Nothing Stops His Golf Game

He caused a four-car, nearly fatal car wreck — and still made his tee time at the golf course.

Police in Anchorage, Alaska, say Juan M. Puliddo-Castaneda, 24, flipped his Mitsubishi two Saturdays ago, sending four people, including one of his own passengers, to the hospital.

Puliddo-Castaneda, however, slipped away and was later arrested at Anchorage Golf Course (search).

"I do not even have words to describe how crazy that is," said Traffic Unit Lt. Nancy Reeder to the Anchorage Daily News. "I have no idea why we didn't have a fatality out there this morning."
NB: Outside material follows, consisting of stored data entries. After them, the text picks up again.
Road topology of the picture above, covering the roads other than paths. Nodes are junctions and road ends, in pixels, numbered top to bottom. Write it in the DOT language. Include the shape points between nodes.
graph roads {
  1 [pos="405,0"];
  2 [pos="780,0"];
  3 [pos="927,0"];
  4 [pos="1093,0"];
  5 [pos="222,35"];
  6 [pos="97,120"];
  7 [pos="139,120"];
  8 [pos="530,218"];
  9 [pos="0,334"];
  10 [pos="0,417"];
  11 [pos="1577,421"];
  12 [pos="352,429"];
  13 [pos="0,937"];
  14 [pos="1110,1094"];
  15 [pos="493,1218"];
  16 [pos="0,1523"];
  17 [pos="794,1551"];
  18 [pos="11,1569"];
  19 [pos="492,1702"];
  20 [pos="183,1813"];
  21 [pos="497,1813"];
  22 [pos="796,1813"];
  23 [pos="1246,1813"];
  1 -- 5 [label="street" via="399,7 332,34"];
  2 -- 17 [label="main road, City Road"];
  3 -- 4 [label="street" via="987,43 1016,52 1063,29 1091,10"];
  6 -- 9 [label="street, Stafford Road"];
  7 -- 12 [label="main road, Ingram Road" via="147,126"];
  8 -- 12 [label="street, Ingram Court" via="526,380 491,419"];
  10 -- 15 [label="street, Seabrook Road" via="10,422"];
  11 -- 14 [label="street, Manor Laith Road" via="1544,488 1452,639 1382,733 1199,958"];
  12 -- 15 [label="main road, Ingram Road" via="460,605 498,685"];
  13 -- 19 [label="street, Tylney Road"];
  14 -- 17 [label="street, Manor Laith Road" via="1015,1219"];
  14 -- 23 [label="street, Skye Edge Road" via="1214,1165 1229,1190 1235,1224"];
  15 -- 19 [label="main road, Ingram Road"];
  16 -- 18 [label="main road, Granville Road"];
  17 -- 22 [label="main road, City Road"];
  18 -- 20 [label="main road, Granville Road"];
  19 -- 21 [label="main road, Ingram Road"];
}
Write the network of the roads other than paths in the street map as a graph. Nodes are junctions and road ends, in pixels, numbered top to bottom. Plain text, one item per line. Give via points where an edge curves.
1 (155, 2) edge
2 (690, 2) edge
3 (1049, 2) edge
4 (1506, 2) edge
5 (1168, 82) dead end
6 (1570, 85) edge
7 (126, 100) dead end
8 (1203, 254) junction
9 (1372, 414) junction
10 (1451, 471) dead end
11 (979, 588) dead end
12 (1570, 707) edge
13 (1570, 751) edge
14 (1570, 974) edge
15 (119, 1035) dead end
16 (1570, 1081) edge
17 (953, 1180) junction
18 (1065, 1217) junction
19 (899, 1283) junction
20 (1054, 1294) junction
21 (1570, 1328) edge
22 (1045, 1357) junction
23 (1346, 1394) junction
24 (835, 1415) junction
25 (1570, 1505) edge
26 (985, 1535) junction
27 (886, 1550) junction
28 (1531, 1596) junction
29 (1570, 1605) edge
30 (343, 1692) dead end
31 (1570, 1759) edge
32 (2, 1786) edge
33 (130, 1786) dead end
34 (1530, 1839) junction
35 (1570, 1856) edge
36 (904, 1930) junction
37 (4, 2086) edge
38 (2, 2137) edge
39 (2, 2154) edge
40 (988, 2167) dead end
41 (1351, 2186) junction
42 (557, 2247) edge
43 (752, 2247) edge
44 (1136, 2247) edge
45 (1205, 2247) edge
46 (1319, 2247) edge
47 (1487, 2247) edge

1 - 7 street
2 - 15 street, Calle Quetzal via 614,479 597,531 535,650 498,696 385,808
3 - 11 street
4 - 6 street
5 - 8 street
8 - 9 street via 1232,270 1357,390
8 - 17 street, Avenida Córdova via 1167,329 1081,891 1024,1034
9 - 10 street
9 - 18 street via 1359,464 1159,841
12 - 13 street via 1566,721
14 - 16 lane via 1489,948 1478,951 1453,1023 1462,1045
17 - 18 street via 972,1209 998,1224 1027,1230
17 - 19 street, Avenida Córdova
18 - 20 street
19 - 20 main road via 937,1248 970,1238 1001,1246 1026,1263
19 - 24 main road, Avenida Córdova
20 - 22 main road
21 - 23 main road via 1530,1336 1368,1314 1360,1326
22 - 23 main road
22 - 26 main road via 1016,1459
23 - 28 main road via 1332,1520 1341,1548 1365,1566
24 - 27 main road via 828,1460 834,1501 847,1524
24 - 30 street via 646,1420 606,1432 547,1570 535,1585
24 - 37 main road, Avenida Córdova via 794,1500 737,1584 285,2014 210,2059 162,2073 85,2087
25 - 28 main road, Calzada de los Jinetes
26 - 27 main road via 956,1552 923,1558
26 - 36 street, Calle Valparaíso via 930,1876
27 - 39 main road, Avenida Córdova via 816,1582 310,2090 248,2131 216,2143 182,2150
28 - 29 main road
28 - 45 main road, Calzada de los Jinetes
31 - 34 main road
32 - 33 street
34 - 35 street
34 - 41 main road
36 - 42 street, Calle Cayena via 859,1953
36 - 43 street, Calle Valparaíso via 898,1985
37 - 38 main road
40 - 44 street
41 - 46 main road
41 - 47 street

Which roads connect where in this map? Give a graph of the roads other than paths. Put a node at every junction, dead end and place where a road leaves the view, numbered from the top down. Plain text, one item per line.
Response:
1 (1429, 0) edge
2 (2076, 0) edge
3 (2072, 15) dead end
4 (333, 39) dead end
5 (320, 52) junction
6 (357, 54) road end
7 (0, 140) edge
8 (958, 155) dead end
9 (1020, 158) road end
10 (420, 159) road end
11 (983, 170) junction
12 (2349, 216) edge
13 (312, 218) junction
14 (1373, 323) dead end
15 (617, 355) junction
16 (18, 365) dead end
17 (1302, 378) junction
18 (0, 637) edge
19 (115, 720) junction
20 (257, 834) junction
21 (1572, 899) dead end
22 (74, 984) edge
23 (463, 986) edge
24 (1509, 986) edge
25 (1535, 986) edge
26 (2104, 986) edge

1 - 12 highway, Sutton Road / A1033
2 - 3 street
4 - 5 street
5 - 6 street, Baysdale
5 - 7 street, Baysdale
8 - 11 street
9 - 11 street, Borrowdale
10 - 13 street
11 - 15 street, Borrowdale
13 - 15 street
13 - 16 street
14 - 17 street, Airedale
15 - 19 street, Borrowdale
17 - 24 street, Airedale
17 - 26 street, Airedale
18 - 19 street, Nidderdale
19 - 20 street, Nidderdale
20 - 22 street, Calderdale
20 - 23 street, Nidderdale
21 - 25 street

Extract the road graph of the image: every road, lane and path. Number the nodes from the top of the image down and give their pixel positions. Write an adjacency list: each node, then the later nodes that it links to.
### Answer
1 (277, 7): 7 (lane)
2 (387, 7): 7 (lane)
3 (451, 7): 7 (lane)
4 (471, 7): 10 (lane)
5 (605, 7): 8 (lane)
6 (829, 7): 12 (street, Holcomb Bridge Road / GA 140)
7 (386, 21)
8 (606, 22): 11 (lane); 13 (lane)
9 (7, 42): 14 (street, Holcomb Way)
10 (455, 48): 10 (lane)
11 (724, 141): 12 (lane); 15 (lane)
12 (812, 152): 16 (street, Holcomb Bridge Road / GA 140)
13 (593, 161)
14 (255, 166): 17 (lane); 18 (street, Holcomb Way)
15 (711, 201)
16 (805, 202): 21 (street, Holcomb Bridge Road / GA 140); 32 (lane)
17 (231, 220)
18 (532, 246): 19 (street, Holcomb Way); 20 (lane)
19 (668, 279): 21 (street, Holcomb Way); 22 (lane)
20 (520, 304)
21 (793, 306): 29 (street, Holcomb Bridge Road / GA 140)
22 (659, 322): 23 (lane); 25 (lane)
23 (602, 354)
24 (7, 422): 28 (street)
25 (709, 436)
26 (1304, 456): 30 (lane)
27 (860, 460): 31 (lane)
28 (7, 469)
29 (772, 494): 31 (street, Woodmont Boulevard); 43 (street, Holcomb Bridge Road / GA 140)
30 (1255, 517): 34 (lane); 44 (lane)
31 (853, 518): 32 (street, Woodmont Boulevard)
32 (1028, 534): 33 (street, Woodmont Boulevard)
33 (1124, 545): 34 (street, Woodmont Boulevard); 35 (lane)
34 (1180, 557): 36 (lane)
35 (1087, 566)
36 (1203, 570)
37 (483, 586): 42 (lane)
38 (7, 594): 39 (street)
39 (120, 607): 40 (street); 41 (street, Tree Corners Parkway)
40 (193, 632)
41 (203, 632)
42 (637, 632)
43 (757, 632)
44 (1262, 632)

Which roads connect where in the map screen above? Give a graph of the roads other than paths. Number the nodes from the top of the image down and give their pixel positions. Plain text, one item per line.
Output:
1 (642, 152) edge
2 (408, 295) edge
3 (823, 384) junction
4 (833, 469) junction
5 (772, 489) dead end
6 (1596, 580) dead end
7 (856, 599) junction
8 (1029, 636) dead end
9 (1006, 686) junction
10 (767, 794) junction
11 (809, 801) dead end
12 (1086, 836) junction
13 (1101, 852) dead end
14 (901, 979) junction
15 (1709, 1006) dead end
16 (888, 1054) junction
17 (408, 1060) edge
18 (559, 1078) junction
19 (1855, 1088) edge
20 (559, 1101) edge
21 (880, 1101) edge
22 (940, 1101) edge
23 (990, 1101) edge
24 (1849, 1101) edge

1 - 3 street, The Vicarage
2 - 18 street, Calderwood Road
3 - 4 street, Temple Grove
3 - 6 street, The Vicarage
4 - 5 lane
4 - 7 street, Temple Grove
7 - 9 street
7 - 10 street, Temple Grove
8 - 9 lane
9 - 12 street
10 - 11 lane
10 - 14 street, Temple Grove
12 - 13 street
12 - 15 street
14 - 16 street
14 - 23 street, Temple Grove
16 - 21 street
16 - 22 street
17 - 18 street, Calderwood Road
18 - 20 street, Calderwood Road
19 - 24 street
Police and witnesses said Puliddo-Castaneda was speeding though the city just before noon on June 11 when he lost control of his vehicle, which hit another car, swerved into a curb and went flying.

Two Mexican tourists, who had only met Puliddo-Castaneda in a bar hours before and had spent all night drinking with him, were also in the car, "begging him to slow down," Reeder said.

The Mitsubishi sailed over the roadway and landed on a car going the other direction. Three visitors from Washington state in that car went to Alaska Regional Hospital (search), one with multiple leg fractures.

"It takes some significant speed to go airborne across four lanes of traffic and land upside down on another vehicle," Reeder told the newspaper. "Just to be able to get your vehicle airborne — that's some speed."

The Mexican man sitting next to Puliddo-Castaneda, seat-belted and air-bagged, wasn't seriously hurt, but his friend in the back seat was ejected from the car and ended up in the hospital.

"He pretty much rattled his spinal cord," said Patrol Sgt. Dave Koch of the second man.

The Mexicans told police Puliddo-Castaneda had been rushing to drop them off at their youth hostel before his tee time. Officers promptly called the golf course.

"And guess who they find," Reeder said. "Isn't that incredible?"

Puliddo-Castaneda didn't have much to say to his arresting officers, except "I think I need a lawyer."

He was charged with drunken driving, reckless driving, assault and leaving the scene of an accident. Bail was set at $50,000.

Police said none of the injuries seemed to be life-threatening. A fourth car was also somehow damaged.

— Thanks to Out There reader Jason A.

Snoring Husband Allegedly Attacked by Wife

FARGO, N.D. (AP) — A woman upset about her husband's snoring is accused of stabbing him with a pen and hitting him with a dumbbell to wake him up.

DeAnn Miller-Boschert, 45, was charged Thursday with simple assault, a misdemeanor.

Police Sgt. Jeff Skuza said the woman first poured water on her husband, Kevin Boschert, early Thursday morning, but that did not wake him up.

"She then stabbed him with a pen in the arm twice," Skuza said. "After he went back to sleep after the pen thing, she woke him up again with a workout weight."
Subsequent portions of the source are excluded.